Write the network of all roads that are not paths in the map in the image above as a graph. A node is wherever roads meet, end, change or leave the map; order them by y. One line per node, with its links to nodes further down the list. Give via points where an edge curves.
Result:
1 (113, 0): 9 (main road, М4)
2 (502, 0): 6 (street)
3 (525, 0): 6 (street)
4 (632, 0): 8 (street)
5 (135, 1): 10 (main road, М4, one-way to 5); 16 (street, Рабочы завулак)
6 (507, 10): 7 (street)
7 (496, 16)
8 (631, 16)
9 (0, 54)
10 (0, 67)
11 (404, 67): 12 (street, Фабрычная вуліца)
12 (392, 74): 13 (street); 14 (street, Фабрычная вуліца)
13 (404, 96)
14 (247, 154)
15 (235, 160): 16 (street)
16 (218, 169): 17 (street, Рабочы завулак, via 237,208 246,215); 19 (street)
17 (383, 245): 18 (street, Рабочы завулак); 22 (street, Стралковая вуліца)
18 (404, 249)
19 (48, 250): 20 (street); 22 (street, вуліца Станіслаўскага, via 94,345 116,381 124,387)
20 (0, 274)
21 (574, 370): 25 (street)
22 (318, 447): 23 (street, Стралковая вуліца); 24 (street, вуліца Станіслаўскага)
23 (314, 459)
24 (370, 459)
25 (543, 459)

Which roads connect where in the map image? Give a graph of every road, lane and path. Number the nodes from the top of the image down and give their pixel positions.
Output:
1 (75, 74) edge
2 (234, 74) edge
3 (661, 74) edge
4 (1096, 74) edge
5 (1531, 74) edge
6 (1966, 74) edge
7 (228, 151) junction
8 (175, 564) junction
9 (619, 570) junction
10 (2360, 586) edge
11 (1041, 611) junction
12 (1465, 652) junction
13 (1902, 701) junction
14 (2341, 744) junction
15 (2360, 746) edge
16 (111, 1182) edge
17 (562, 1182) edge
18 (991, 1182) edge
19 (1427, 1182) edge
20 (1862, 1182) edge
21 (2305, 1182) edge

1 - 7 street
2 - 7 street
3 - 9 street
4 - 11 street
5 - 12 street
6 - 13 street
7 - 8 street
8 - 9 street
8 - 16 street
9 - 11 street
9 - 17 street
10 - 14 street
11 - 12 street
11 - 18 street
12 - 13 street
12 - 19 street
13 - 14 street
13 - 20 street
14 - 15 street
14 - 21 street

* * *

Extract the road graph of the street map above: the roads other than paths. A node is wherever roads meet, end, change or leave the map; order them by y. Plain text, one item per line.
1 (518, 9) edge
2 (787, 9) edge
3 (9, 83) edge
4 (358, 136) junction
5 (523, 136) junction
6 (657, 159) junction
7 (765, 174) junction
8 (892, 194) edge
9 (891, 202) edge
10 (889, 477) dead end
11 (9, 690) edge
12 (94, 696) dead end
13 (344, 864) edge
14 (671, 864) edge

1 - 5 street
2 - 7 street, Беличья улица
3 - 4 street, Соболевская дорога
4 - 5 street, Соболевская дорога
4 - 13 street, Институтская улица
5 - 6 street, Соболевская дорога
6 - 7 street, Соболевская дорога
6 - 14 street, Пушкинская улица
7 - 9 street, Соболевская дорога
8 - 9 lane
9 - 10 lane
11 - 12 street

==

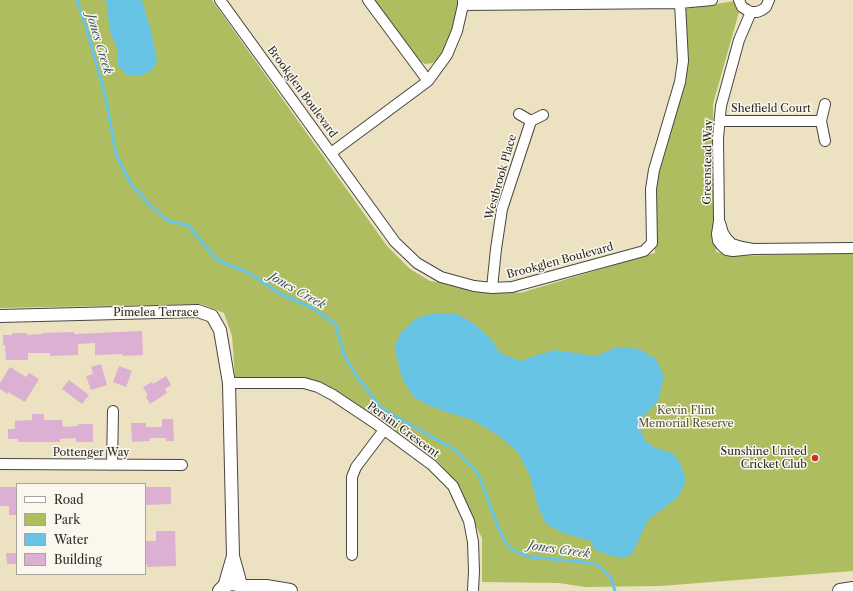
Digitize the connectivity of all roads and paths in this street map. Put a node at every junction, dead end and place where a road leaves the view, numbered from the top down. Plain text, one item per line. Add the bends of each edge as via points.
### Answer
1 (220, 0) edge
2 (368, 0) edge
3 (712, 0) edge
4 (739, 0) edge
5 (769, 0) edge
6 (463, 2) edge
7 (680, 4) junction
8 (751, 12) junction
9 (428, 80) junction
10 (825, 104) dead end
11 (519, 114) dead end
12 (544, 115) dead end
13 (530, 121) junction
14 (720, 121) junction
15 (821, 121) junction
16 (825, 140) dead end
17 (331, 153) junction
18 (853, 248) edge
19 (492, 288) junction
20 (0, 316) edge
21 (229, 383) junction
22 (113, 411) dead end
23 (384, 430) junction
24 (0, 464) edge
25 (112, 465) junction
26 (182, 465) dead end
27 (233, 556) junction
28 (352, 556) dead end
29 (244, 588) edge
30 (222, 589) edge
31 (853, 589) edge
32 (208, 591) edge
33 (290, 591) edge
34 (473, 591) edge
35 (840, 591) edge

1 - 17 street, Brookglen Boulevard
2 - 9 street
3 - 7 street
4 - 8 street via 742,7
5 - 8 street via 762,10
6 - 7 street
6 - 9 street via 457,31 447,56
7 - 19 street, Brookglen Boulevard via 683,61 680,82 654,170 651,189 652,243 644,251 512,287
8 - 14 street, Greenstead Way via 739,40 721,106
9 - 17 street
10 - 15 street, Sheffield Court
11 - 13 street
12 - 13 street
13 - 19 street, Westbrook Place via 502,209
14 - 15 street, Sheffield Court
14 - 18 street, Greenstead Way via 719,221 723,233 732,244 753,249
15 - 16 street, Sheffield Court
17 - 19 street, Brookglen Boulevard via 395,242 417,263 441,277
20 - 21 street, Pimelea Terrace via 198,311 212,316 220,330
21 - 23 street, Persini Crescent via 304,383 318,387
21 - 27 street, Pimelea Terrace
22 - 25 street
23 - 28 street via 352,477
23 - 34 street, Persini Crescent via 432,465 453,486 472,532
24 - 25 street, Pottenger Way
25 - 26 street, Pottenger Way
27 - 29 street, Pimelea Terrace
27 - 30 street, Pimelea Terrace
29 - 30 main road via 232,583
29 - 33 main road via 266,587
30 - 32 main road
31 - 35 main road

WHAT NEEDS TO BE DONE ▸ Search the entries for the word "Give", then gather every line that has it.

ANSWER SECTION ▸
Write the network of all roads that are not paths in the map in the image above as a graph. A node is wherever roads meet, end, change or leave the map; order them by y. One line per node, with its links to nodes further down the list. Give via points where an edge curves.
Which roads connect where in the map image? Give a graph of every road, lane and path. Number the nodes from the top of the image down and give their pixel positions.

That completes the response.